## Action item
Only the lines containing "road" belong in the answer; find them in the material below.

## Records shown

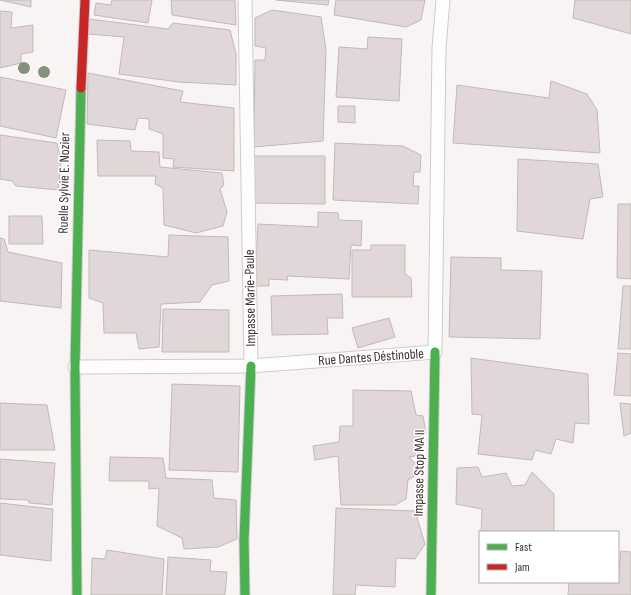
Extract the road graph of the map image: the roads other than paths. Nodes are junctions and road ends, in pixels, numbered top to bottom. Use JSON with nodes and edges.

...

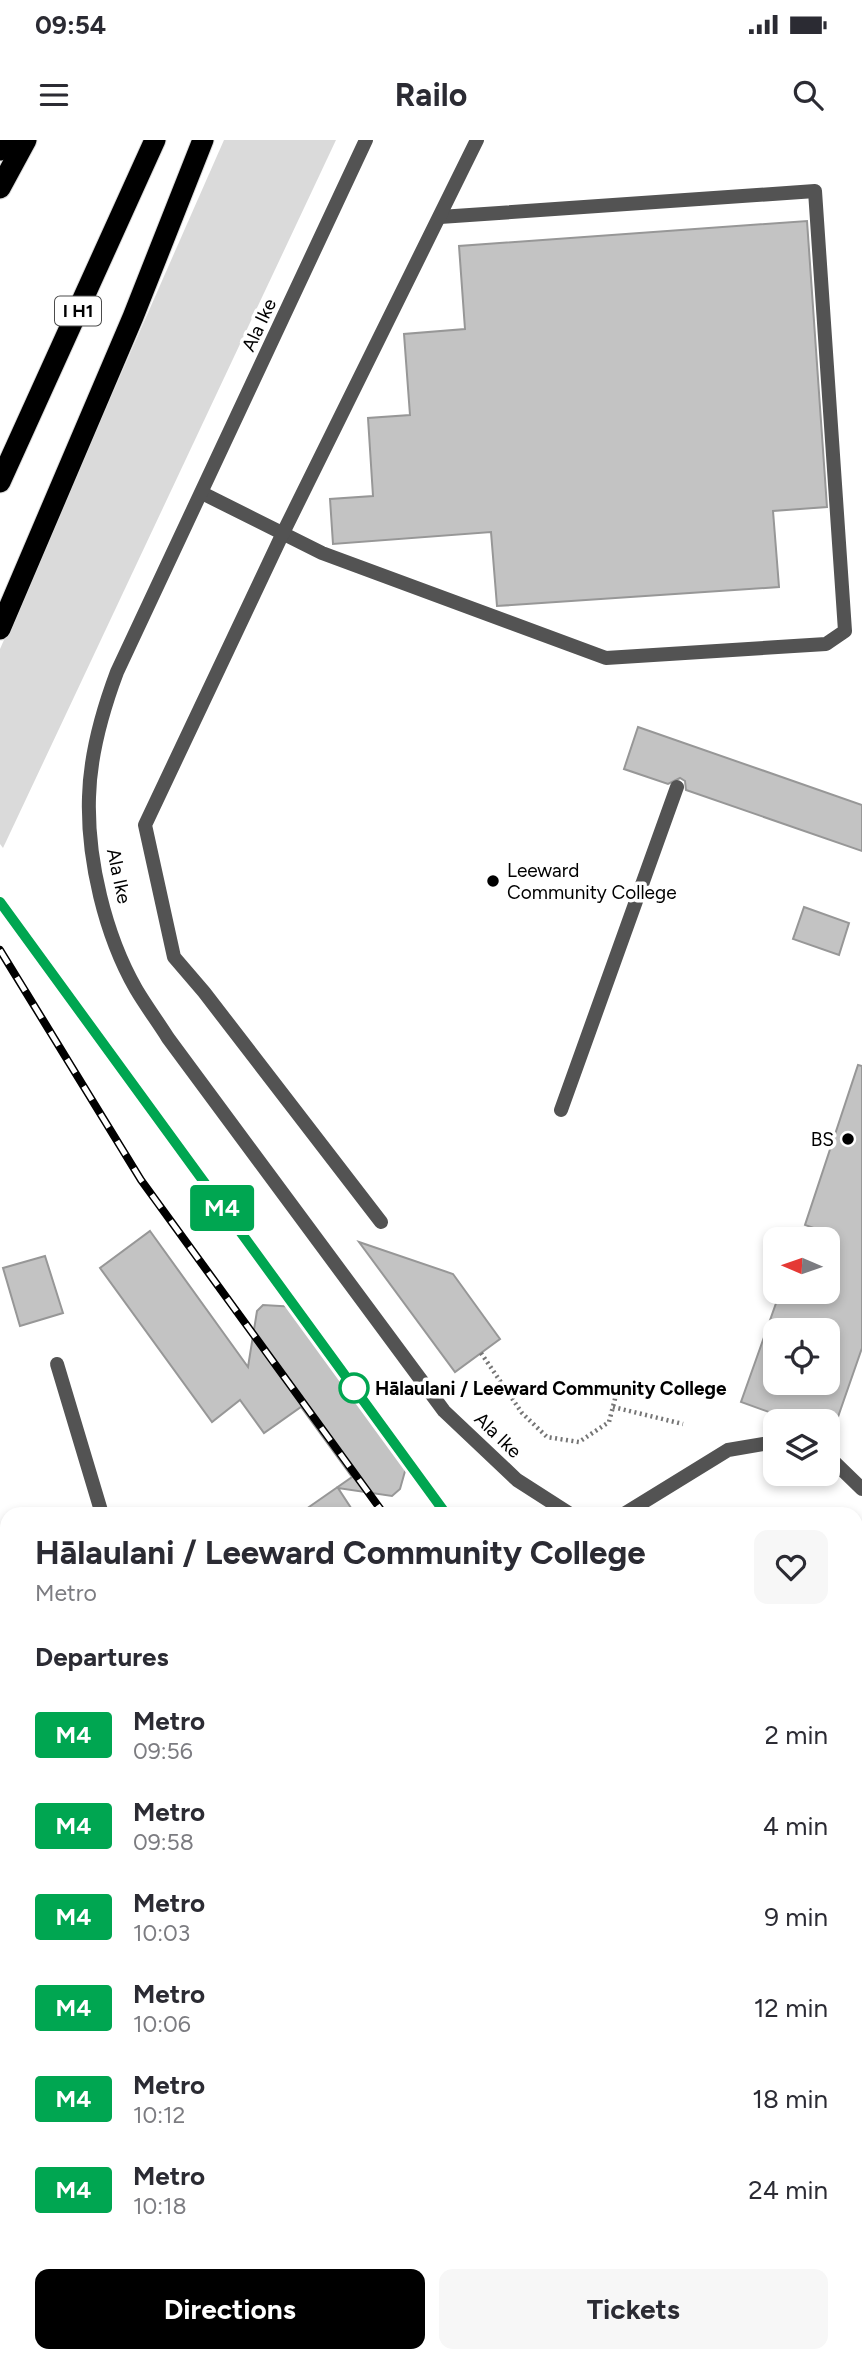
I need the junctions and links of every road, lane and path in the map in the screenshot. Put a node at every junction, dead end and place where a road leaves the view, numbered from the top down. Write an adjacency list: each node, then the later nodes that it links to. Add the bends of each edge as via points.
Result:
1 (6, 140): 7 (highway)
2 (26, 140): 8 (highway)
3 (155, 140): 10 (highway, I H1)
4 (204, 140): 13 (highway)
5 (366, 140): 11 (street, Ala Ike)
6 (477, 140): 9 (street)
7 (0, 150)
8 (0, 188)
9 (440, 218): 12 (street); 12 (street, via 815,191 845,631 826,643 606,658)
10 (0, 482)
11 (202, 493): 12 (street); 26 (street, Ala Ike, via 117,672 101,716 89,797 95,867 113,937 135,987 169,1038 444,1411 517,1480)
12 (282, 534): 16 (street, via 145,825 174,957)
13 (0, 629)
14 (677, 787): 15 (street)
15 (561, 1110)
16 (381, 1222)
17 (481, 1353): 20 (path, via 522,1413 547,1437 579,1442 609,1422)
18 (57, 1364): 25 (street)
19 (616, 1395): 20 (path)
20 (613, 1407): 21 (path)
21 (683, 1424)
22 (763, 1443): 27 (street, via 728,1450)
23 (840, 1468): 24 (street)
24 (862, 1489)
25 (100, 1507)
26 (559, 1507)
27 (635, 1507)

## Task response
Extract the road graph of the map image: the roads other than paths. Nodes are junctions and road ends, in pixels, numbered top to bottom. Use JSON with nodes and edges.
I need the junctions and links of every road, lane and path in the map in the screenshot. Put a node at every junction, dead end and place where a road leaves the view, numbered from the top down. Write an adjacency list: each node, then the later nodes that it links to. Add the bends of each edge as via points.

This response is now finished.